On a magnetic characterization of spectral minimal partitions

TL;DR

This paper proves a conjecture linking magnetic fields to minimal spectral partitions in two-dimensional domains, enhancing understanding of how magnetic effects characterize optimal domain partitions.

Contribution

It provides a proof of a conjecture that describes a magnetic characterization of spectral minimal partitions in two dimensions.

Findings

Established a magnetic characterization of minimal partitions in 2D.

Connected spectral partition problems with magnetic field analysis.

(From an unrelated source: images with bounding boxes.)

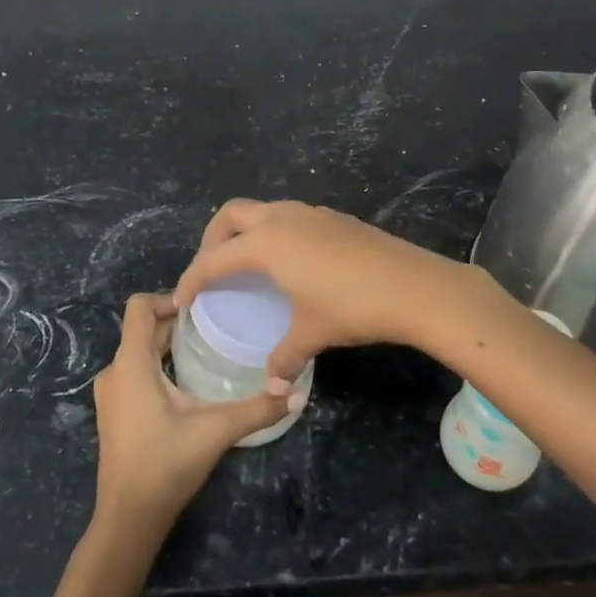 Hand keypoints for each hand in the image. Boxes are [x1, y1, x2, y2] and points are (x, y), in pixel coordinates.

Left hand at [90, 293, 298, 533]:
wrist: (128, 518)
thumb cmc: (165, 465)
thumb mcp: (215, 431)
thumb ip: (256, 410)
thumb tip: (296, 393)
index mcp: (131, 363)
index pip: (139, 306)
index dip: (169, 297)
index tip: (202, 307)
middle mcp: (115, 371)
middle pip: (142, 328)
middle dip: (176, 322)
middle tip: (214, 325)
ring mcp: (111, 393)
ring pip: (138, 351)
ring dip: (167, 344)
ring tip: (205, 349)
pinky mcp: (114, 412)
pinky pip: (135, 372)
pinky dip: (158, 366)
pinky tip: (187, 382)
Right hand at [174, 199, 499, 383]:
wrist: (414, 286)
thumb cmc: (351, 307)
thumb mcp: (312, 333)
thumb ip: (285, 357)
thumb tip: (274, 385)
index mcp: (266, 243)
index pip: (215, 259)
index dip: (193, 278)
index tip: (181, 299)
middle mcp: (282, 218)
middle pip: (231, 215)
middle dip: (212, 238)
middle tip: (210, 269)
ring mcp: (310, 212)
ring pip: (262, 210)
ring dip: (245, 231)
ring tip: (246, 264)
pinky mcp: (333, 217)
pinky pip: (288, 216)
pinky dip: (273, 232)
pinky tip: (289, 262) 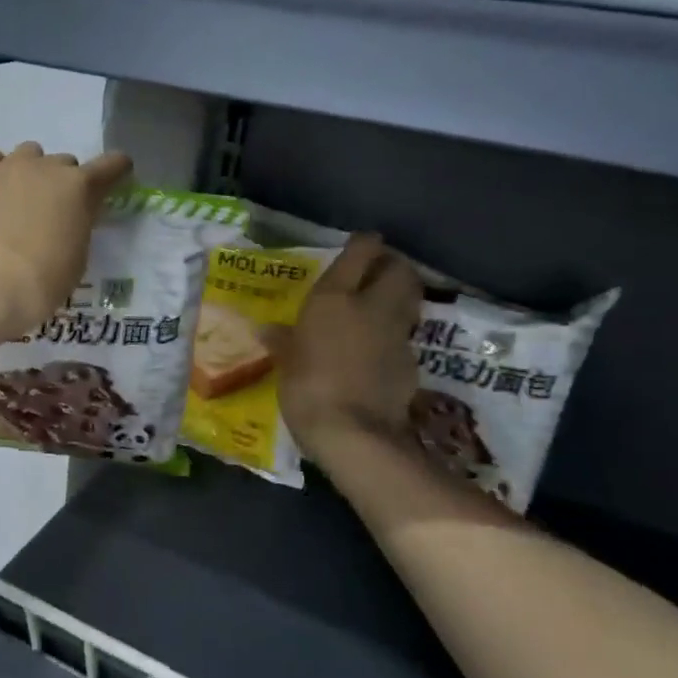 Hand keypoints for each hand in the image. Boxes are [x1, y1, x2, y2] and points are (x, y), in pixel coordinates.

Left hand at [0, 140, 132, 335]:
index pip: (109, 167)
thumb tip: (66, 221)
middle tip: (53, 216)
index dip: (116, 171)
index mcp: (77, 189)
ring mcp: (0, 170)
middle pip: (62, 163)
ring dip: (28, 172)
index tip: (117, 177)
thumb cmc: (35, 287)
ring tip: (17, 203)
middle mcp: (41, 168)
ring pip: (25, 154)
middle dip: (62, 184)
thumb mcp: (73, 263)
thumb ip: (75, 231)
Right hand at [278, 234, 421, 459]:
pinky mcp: (410, 362)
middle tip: (376, 273)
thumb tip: (267, 330)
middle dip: (393, 266)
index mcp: (335, 298)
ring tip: (378, 308)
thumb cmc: (306, 388)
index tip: (362, 244)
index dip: (365, 244)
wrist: (354, 433)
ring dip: (398, 298)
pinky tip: (377, 352)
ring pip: (408, 302)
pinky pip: (404, 338)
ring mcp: (396, 335)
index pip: (361, 252)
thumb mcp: (286, 363)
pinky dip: (394, 337)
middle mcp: (372, 307)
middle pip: (400, 270)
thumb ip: (283, 341) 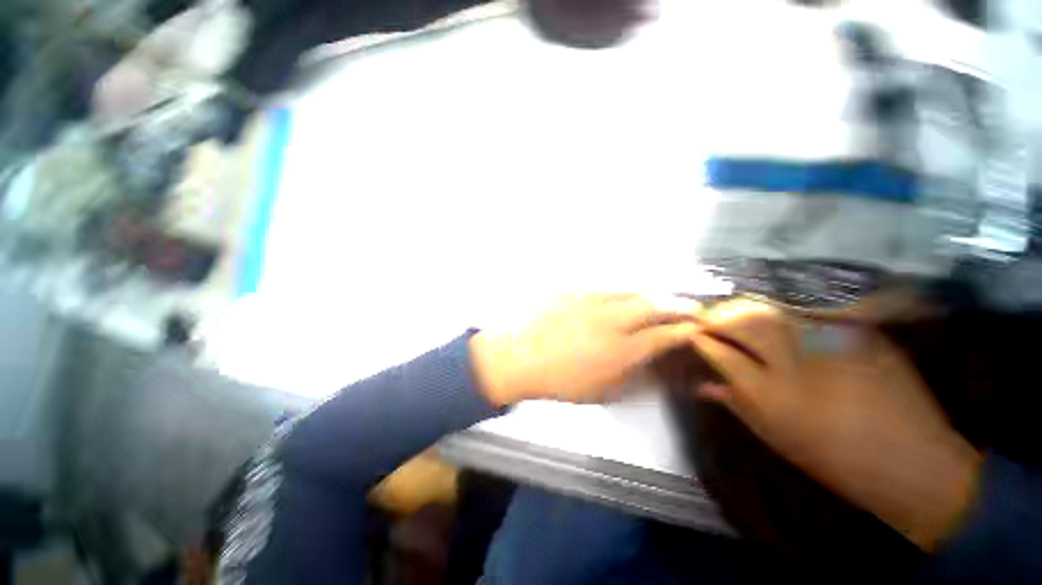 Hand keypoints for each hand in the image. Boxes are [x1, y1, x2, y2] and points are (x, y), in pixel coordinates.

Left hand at [470, 294, 700, 405]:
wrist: (519, 356)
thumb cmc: (560, 381)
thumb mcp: (602, 391)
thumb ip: (634, 380)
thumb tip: (657, 371)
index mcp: (620, 349)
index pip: (664, 335)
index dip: (685, 330)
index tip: (696, 327)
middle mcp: (612, 320)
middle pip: (654, 304)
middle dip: (678, 304)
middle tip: (689, 307)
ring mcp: (592, 301)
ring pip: (631, 291)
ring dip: (651, 295)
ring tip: (660, 299)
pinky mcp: (575, 290)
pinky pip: (605, 287)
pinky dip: (620, 292)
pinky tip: (621, 297)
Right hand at [690, 299, 981, 550]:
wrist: (913, 462)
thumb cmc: (834, 458)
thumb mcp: (775, 436)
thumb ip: (735, 403)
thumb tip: (703, 384)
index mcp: (770, 393)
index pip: (719, 351)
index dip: (700, 339)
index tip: (691, 333)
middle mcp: (796, 361)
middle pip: (742, 320)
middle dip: (717, 316)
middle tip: (708, 320)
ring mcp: (830, 341)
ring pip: (771, 308)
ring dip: (745, 309)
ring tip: (736, 316)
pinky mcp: (857, 332)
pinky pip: (807, 311)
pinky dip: (783, 311)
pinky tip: (779, 320)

Advanced the theoretical understanding of spectral minimal partitions.

Abstract

Given a bounded open set $\Omega$ in $ \mathbb R^n$ (or in a Riemannian manifold) and a partition of $\Omega$ by $k$ open sets $D_j$, we consider the quantity $\max_j \lambda(D_j)$ where $\lambda(D_j)$ is the ground state energy of the Dirichlet realization of the Laplacian in $D_j$. If we denote by $ \mathfrak L_k(\Omega)$ the infimum over all the $k$-partitions of $ \max_j \lambda(D_j)$, a minimal $k$-partition is then a partition which realizes the infimum. When $k=2$, we find the two nodal domains of a second eigenfunction, but the analysis of higher $k$'s is non trivial and quite interesting. In this paper, we give the proof of one conjecture formulated previously by V. Bonnaillie-Noel and B. Helffer about a magnetic characterization of the minimal partitions when $n=2$.